### TASK STATEMENT
Every line in the data below that holds "this" should be found and copied.

### DATA
·····

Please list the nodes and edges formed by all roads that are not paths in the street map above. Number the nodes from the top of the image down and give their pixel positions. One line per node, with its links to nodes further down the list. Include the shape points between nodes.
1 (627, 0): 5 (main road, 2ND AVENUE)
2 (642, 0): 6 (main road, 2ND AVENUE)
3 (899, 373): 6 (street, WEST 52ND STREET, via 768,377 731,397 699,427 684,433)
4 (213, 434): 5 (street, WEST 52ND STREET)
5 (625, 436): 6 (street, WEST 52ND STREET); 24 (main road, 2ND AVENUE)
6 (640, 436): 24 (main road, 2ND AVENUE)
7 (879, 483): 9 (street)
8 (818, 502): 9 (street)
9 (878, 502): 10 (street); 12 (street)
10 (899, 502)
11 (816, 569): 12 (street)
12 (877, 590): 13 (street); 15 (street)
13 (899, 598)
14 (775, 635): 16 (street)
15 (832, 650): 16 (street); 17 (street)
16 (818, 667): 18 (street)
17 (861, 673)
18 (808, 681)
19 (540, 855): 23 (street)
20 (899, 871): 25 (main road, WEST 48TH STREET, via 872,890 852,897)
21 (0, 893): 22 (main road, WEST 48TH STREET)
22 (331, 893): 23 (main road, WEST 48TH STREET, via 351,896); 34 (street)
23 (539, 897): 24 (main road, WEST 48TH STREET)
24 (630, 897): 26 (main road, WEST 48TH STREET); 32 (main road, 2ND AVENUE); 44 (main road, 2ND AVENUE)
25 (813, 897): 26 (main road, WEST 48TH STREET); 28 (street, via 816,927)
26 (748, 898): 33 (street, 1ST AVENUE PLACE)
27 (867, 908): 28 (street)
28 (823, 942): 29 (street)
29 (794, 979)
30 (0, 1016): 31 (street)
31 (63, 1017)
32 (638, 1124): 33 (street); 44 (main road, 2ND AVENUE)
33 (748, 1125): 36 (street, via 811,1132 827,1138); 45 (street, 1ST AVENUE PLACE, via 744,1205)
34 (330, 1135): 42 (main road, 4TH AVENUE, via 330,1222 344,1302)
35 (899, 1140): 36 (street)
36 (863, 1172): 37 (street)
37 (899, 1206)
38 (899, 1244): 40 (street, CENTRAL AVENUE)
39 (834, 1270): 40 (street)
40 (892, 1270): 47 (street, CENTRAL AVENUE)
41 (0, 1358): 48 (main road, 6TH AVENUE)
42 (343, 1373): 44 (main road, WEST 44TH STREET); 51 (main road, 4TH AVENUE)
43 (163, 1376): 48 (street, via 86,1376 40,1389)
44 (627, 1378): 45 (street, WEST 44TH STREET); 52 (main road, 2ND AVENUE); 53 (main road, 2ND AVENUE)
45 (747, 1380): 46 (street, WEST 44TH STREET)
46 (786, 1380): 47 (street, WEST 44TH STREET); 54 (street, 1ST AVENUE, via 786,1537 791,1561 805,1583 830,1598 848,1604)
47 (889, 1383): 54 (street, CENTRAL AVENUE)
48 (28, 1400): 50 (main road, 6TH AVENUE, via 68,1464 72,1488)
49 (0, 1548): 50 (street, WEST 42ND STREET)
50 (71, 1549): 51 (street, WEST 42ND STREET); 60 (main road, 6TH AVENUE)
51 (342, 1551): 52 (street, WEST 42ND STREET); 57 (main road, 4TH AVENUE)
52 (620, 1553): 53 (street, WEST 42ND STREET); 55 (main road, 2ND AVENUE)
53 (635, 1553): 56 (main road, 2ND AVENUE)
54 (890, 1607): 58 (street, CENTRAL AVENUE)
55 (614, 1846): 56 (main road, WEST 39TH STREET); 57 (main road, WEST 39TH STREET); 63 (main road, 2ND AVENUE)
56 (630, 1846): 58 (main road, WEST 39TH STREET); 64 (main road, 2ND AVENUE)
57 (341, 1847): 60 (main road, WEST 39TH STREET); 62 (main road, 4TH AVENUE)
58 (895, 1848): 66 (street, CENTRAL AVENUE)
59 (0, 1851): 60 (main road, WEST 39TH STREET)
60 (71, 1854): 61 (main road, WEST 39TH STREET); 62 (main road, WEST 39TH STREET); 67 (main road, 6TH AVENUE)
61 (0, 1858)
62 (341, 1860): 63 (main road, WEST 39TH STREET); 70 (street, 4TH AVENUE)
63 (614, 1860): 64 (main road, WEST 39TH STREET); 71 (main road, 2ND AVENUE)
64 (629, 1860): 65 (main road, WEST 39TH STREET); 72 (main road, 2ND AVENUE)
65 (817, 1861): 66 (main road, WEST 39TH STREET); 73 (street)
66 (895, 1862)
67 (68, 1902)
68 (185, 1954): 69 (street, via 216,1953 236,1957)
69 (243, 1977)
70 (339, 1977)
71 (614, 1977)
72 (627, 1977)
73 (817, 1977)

·····

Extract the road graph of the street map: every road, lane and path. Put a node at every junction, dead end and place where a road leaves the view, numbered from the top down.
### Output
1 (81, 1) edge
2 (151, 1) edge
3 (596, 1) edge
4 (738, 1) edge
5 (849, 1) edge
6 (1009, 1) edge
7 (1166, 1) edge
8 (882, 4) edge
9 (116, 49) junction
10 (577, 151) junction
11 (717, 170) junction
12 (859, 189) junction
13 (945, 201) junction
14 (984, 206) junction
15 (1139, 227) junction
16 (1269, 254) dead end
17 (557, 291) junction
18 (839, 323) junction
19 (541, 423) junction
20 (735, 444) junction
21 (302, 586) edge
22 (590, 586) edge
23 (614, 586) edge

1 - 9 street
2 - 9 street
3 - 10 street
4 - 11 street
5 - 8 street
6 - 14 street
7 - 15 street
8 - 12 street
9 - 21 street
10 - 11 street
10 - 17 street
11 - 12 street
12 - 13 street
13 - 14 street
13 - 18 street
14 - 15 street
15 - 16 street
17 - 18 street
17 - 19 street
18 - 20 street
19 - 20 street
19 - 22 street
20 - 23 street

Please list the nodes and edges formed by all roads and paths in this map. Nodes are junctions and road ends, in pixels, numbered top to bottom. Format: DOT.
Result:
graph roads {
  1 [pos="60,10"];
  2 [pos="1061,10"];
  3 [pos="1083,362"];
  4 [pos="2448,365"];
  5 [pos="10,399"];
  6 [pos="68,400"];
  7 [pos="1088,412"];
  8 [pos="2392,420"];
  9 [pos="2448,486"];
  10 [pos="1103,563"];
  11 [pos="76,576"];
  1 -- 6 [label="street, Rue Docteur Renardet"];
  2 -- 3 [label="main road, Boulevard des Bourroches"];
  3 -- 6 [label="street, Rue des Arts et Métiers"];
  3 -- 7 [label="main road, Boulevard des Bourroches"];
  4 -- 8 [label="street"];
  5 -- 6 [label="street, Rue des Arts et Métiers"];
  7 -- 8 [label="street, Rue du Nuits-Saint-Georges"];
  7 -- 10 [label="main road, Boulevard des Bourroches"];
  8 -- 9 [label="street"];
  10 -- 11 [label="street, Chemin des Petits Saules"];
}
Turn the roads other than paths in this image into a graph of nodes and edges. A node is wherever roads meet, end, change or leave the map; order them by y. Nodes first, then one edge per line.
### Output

·····

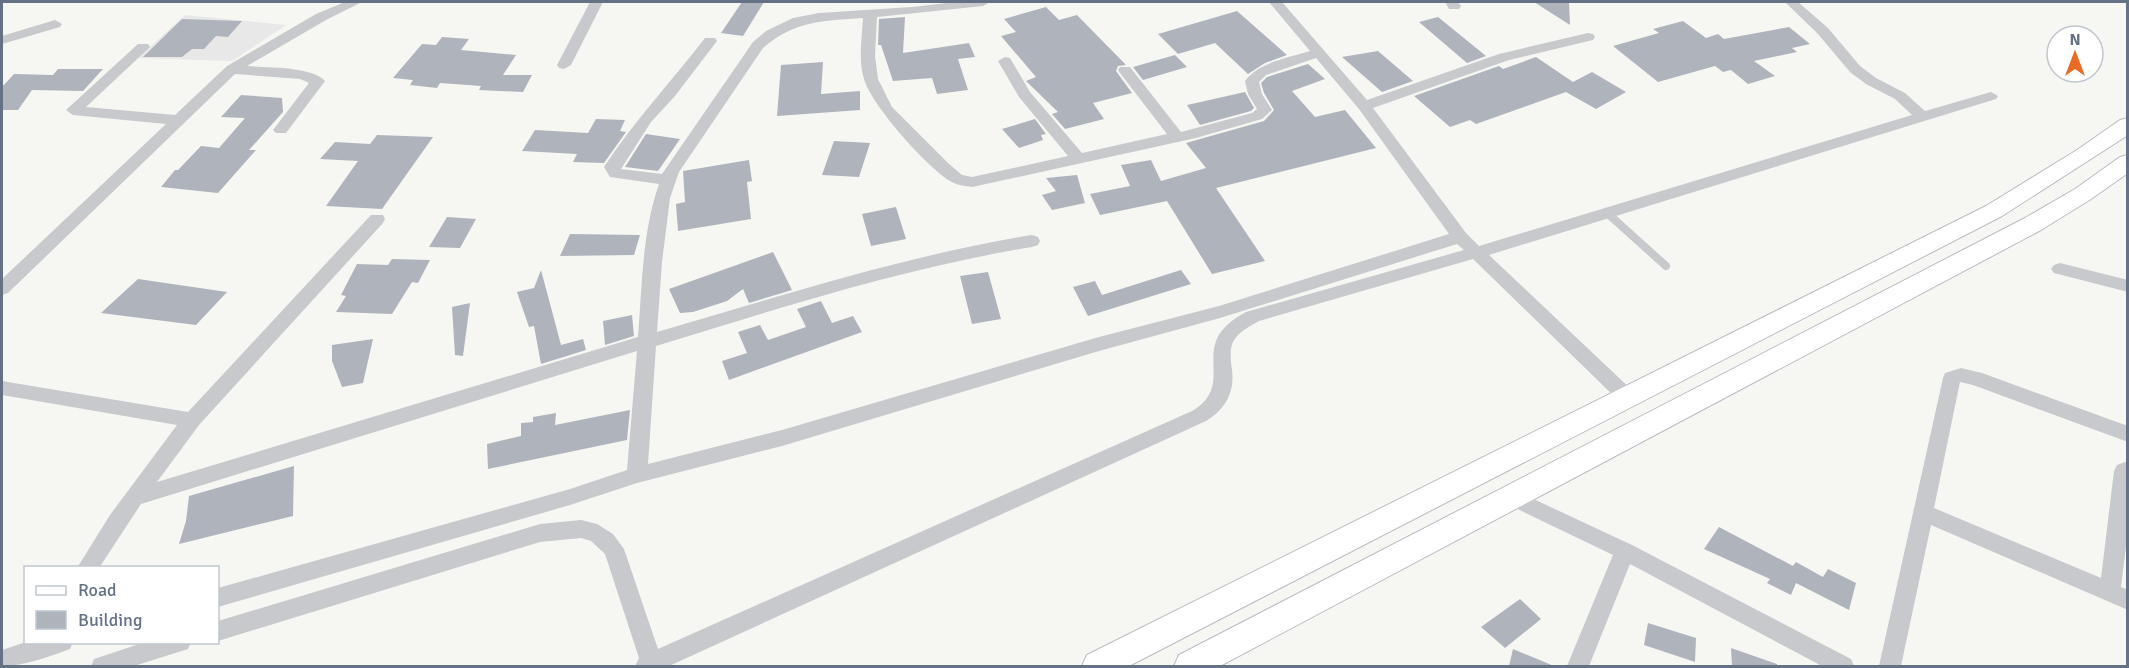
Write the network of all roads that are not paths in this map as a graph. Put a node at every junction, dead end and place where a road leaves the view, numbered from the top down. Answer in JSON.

·····

### TASK RESULT
Please list the nodes and edges formed by all roads and paths in this map. Nodes are junctions and road ends, in pixels, numbered top to bottom. Format: DOT.
Turn the roads other than paths in this image into a graph of nodes and edges. A node is wherever roads meet, end, change or leave the map; order them by y. Nodes first, then one edge per line.
Write the network of all roads that are not paths in this map as a graph. Put a node at every junction, dead end and place where a road leaves the view, numbered from the top down. Answer in JSON.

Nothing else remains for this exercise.